* [Problem details] All lines in the data that hold the word "Makiyivske" need copying.
******
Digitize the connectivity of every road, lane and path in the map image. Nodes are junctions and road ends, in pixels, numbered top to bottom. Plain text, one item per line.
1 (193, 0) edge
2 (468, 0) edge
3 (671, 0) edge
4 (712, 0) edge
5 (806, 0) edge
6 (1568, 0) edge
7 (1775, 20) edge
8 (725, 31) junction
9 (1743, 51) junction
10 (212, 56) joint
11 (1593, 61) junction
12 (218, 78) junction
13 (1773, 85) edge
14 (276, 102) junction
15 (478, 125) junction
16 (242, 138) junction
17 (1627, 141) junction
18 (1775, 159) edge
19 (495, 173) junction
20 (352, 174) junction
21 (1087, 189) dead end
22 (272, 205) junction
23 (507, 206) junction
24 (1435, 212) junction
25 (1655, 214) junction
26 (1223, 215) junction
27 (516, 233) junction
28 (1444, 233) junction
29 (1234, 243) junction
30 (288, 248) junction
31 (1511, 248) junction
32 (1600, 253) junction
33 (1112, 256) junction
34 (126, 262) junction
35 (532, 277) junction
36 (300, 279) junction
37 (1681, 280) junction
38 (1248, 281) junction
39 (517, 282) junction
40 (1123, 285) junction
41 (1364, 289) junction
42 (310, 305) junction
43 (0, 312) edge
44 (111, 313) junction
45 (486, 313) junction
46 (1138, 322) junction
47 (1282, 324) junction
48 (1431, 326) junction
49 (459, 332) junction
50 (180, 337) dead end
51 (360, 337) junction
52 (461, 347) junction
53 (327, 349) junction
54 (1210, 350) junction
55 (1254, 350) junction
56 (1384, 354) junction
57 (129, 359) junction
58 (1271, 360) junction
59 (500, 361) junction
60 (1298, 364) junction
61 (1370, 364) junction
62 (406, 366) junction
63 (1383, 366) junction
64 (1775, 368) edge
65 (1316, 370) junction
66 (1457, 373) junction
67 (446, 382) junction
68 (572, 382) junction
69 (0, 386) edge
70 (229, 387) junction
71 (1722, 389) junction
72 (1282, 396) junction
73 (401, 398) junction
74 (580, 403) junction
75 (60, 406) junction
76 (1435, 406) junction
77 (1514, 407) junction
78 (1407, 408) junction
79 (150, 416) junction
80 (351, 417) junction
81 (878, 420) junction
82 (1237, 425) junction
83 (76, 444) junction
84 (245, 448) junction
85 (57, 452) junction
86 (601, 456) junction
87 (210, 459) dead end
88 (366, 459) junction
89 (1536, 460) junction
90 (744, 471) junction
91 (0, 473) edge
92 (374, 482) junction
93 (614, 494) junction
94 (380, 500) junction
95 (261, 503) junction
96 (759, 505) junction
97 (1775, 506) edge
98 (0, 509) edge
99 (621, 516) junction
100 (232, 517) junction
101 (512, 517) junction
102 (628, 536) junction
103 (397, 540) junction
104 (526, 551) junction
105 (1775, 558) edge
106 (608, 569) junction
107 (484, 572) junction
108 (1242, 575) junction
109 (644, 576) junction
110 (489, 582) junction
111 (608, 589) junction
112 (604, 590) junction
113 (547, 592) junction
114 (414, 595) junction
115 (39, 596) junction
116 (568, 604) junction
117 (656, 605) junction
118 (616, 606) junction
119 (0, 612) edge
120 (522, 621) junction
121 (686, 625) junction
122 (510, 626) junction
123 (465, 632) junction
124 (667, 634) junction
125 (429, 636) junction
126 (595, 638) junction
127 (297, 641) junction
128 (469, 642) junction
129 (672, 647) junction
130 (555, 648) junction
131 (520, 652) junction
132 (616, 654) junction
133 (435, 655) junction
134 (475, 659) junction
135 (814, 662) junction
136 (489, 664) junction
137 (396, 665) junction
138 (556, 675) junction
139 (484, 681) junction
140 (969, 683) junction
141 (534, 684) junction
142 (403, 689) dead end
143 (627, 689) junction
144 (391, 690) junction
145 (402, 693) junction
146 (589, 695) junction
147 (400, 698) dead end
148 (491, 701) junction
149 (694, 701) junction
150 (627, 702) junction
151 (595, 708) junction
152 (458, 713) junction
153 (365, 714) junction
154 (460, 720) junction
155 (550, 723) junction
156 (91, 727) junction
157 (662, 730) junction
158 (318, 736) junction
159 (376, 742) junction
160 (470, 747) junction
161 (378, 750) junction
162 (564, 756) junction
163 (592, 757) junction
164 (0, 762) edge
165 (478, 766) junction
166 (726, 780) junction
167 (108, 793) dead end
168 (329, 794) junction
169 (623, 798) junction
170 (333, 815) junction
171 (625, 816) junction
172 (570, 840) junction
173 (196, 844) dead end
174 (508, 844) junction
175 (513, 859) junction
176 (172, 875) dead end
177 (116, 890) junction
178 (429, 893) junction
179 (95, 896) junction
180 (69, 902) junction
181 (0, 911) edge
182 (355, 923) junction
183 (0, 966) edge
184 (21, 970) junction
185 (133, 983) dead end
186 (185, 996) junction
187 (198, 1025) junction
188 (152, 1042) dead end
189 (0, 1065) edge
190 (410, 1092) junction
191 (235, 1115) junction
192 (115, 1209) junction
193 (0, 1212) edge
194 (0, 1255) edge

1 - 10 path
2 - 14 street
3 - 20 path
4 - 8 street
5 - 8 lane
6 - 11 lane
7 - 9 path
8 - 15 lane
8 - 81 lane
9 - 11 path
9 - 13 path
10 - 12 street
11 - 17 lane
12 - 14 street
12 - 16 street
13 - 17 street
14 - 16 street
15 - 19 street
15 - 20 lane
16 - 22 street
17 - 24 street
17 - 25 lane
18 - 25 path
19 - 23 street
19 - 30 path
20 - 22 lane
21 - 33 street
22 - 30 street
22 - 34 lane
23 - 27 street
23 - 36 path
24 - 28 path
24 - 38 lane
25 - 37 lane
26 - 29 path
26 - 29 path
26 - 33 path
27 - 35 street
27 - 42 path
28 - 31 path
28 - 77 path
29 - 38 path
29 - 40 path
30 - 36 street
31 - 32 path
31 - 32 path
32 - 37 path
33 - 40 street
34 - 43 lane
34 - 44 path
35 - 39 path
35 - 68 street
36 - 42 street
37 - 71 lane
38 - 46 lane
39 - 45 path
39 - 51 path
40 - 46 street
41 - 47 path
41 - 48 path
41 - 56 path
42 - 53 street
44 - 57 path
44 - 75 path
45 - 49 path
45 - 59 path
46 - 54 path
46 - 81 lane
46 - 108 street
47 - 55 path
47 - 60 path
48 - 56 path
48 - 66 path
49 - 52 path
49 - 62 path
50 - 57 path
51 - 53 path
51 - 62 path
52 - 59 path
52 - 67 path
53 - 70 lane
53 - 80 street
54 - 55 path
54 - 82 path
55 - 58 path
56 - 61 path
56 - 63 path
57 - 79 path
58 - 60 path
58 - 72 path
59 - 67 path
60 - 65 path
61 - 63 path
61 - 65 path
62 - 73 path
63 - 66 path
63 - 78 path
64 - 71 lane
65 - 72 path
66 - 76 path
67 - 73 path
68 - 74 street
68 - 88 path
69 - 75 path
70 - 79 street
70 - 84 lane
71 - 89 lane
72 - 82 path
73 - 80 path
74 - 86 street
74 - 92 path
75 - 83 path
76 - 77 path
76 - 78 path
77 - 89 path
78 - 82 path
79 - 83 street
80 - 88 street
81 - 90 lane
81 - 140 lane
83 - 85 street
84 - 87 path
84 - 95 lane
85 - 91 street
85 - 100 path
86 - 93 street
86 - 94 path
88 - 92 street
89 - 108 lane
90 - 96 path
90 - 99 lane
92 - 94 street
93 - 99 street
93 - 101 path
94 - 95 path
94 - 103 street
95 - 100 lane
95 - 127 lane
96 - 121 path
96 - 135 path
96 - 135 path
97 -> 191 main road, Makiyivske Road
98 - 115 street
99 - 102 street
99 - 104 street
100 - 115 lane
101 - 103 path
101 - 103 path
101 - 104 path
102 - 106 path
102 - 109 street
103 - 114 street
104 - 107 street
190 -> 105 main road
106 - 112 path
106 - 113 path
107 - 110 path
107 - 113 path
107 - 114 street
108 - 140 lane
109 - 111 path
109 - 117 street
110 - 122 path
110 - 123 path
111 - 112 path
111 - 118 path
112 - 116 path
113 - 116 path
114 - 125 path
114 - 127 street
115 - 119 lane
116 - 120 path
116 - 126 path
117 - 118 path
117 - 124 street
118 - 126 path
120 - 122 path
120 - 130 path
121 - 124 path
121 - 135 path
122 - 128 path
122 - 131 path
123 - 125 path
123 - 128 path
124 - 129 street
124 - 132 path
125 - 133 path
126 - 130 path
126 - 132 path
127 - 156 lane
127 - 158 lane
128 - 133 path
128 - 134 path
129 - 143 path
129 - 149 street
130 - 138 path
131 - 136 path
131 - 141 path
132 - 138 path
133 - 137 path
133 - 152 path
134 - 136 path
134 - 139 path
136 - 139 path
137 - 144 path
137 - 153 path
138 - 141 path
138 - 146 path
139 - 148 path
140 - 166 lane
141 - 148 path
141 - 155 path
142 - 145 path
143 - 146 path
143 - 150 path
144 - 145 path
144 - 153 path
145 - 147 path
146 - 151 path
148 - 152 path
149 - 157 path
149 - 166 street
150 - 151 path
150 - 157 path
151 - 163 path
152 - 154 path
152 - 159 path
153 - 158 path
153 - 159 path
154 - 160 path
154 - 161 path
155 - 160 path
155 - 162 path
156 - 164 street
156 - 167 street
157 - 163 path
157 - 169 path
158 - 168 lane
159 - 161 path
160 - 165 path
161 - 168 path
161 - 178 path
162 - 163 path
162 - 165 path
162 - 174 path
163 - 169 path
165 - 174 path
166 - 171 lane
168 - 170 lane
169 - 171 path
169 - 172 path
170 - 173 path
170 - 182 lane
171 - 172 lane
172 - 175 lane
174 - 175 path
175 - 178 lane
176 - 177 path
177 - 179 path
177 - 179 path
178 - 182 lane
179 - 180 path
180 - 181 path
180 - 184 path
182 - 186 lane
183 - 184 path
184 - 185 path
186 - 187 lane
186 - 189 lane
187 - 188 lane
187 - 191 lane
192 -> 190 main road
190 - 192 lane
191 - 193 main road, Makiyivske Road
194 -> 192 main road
******
* [Answer for the task]
97 -> 191 main road, Makiyivske Road
191 - 193 main road, Makiyivske Road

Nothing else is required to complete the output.